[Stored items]
____________________

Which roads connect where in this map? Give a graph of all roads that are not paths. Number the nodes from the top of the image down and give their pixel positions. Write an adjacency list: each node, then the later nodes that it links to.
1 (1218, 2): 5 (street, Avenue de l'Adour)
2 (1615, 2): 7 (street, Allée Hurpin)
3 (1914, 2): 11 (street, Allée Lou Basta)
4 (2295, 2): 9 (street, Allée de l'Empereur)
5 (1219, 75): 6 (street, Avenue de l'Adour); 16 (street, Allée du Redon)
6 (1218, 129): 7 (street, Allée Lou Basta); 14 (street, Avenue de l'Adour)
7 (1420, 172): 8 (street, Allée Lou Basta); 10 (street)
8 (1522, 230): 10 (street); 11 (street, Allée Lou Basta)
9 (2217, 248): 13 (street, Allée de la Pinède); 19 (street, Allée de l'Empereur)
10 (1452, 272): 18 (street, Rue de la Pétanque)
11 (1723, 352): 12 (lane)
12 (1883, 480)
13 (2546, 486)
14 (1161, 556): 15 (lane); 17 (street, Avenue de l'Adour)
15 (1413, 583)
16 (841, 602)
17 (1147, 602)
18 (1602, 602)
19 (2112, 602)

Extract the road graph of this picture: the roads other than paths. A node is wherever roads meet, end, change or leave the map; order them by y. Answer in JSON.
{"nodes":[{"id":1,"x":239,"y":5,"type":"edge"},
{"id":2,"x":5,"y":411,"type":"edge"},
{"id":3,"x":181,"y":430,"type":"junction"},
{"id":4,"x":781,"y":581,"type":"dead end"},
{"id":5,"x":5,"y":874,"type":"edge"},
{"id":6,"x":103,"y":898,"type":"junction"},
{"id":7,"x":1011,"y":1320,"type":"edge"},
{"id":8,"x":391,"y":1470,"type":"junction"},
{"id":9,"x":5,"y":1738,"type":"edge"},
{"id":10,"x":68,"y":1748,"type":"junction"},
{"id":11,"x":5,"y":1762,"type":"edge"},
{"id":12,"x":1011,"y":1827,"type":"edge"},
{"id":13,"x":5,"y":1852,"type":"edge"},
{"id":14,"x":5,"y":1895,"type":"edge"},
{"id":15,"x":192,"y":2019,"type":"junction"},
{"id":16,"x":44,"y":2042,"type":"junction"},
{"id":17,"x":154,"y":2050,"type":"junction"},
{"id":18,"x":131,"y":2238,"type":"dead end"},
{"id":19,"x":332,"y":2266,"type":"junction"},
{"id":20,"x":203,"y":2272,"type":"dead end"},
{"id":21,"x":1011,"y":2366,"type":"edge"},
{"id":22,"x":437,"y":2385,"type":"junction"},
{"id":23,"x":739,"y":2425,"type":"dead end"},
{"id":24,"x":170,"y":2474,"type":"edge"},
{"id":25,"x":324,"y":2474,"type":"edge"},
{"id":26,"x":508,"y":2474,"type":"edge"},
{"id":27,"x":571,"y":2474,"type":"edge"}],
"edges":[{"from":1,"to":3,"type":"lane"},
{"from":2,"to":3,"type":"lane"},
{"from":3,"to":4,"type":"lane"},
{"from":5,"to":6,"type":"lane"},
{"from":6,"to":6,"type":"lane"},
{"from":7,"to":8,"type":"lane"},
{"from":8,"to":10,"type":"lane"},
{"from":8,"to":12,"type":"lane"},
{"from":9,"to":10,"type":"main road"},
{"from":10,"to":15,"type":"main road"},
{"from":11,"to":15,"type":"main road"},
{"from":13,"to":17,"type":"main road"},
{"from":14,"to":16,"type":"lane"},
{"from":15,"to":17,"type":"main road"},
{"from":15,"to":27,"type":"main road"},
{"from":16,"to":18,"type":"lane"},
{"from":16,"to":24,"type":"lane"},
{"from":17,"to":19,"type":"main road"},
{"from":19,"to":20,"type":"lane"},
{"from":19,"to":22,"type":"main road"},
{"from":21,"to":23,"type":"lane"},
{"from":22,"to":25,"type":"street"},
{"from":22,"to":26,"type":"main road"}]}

____________________

[About this exercise]
Count the lines above that include the word "Avenue". Reply with that number alone.

[Task response]
4